__Directions for this task__. Please give back word for word the lines below, from the first one through the one with "Digitize the connectivity".

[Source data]
- - -
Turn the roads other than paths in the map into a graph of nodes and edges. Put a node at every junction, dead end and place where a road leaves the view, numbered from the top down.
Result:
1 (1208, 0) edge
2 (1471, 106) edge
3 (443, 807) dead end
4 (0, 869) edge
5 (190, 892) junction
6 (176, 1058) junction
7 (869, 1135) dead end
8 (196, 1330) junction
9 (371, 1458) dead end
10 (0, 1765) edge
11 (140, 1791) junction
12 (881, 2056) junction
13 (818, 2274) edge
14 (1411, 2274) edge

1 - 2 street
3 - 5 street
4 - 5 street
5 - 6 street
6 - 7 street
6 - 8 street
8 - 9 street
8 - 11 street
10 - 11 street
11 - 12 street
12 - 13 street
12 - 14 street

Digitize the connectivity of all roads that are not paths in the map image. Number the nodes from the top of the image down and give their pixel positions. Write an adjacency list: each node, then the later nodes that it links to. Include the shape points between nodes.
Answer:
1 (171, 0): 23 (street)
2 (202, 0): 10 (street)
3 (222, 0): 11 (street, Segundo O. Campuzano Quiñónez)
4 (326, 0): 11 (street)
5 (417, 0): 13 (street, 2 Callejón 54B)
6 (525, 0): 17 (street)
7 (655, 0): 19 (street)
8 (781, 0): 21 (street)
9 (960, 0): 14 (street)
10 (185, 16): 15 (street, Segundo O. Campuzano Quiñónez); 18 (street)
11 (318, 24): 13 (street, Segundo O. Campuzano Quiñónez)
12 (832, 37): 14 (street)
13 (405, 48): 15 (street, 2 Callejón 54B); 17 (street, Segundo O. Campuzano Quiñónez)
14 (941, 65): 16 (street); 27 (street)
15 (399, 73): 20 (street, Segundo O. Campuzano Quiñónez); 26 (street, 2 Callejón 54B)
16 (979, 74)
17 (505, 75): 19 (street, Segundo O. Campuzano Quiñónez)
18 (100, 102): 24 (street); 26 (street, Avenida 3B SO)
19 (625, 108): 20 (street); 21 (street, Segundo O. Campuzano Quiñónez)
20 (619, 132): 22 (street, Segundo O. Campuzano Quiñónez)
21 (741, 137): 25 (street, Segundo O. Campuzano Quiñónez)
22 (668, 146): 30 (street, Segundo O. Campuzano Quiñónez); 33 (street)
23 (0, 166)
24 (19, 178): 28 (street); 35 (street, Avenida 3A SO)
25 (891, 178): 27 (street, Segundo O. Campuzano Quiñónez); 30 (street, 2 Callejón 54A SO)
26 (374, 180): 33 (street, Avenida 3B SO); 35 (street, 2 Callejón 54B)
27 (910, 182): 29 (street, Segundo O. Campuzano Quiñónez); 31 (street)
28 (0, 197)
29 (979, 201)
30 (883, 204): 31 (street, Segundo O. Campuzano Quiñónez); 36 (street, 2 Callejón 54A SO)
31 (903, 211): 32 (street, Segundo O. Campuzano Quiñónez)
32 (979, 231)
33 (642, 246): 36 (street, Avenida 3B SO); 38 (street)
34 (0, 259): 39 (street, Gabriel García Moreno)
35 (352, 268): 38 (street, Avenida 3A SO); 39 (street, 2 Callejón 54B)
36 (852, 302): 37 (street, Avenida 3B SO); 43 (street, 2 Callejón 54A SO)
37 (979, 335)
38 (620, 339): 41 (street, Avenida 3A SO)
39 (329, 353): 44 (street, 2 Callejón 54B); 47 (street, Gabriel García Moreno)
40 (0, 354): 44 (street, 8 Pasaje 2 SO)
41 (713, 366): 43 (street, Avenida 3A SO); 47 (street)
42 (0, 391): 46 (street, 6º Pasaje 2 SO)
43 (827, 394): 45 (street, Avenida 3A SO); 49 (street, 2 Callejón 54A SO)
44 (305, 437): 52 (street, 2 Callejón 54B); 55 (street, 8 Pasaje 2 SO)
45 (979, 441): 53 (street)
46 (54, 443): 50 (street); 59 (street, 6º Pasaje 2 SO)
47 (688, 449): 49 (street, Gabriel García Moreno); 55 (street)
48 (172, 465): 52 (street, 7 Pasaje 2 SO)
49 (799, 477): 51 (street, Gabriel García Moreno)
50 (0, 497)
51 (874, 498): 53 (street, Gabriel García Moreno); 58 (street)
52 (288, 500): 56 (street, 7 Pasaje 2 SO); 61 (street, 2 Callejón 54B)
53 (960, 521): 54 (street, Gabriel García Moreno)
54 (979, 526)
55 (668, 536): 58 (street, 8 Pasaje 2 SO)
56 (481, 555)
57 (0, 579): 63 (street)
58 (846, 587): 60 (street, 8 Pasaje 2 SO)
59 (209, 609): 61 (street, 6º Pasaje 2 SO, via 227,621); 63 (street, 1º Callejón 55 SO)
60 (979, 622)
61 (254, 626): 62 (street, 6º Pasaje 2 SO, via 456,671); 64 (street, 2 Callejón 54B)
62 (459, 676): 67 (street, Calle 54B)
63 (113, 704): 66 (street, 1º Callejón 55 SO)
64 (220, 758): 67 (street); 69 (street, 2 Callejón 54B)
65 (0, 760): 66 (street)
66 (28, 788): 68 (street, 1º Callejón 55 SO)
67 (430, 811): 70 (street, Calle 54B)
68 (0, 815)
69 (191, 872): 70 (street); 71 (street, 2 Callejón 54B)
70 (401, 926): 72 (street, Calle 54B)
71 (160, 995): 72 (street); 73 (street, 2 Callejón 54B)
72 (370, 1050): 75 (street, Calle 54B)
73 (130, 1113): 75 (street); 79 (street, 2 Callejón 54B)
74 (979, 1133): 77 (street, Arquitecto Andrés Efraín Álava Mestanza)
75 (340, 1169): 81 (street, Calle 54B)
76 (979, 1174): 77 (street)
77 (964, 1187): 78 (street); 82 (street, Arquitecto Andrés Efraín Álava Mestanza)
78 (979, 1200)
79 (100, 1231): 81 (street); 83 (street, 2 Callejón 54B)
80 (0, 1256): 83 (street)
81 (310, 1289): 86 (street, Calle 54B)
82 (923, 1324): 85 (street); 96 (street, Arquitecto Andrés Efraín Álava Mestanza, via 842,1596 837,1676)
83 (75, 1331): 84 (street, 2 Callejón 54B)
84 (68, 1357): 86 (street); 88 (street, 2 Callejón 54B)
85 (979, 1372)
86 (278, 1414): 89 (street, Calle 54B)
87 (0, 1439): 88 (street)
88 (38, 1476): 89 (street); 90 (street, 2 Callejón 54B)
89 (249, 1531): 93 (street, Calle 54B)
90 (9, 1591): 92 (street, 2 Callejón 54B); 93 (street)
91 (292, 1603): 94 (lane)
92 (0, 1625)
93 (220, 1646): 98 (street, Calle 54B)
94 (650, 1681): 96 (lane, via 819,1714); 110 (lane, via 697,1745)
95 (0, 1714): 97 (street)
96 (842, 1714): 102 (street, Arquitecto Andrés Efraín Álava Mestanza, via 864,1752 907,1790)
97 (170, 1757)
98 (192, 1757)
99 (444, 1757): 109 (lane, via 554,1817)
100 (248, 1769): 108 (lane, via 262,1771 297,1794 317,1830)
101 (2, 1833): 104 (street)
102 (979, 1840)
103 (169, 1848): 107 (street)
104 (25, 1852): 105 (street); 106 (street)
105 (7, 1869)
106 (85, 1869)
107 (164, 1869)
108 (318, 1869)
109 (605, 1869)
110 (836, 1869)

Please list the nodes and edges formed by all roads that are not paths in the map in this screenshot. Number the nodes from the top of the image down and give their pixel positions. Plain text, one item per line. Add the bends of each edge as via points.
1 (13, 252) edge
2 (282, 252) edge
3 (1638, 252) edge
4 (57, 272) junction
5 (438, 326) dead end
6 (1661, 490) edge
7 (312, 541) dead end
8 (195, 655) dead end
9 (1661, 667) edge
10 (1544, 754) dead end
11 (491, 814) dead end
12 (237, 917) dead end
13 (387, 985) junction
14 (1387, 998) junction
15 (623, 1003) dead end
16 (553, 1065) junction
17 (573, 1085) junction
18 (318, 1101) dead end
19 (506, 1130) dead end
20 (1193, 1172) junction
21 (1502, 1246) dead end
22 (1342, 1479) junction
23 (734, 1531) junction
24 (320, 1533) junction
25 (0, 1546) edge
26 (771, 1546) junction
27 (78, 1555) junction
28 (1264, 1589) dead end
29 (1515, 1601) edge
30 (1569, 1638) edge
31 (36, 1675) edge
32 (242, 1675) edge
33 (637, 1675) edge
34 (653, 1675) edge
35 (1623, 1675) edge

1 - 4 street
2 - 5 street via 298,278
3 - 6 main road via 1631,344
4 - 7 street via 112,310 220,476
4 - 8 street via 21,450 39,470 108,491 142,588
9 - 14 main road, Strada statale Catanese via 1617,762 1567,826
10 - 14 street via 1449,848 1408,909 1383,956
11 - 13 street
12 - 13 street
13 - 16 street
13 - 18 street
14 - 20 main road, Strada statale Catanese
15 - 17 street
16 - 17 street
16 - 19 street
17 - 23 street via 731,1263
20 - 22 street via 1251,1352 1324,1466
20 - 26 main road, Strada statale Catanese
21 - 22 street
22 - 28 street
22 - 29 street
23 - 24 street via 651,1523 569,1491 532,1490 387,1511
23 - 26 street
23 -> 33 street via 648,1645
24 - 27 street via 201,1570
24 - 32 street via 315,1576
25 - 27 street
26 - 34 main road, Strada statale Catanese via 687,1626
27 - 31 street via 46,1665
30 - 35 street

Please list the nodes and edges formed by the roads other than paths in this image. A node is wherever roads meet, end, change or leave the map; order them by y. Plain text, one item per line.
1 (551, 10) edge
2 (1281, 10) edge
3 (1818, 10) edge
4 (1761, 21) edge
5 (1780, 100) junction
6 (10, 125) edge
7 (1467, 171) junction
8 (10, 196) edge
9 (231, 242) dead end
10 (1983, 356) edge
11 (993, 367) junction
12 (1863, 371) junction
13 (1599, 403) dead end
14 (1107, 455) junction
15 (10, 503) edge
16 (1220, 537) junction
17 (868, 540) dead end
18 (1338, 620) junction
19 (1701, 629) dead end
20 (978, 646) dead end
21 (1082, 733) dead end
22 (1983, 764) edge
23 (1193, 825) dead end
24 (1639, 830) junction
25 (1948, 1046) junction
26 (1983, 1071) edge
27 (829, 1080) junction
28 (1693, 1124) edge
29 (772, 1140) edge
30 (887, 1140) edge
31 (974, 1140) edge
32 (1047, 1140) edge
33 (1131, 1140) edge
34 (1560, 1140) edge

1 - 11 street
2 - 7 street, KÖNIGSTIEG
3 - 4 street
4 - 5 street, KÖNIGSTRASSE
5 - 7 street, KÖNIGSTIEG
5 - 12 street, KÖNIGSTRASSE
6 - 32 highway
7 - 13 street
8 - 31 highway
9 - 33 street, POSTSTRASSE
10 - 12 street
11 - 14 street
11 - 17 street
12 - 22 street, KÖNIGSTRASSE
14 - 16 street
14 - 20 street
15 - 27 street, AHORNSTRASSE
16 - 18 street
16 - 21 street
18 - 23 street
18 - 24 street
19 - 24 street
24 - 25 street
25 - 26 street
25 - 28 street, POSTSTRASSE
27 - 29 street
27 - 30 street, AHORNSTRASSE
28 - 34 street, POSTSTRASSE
- - -
__Exercise result__.
Turn the roads other than paths in the map into a graph of nodes and edges. Put a node at every junction, dead end and place where a road leaves the view, numbered from the top down.
Result:
1 (1208, 0) edge
2 (1471, 106) edge
3 (443, 807) dead end
4 (0, 869) edge
5 (190, 892) junction
6 (176, 1058) junction
7 (869, 1135) dead end
8 (196, 1330) junction
9 (371, 1458) dead end
10 (0, 1765) edge
11 (140, 1791) junction
12 (881, 2056) junction
13 (818, 2274) edge
14 (1411, 2274) edge

1 - 2 street
3 - 5 street
4 - 5 street
5 - 6 street
6 - 7 street
6 - 8 street
8 - 9 street
8 - 11 street
10 - 11 street
11 - 12 street
12 - 13 street
12 - 14 street

Digitize the connectivity of all roads that are not paths in the map image. Number the nodes from the top of the image down and give their pixel positions. Write an adjacency list: each node, then the later nodes that it links to. Include the shape points between nodes.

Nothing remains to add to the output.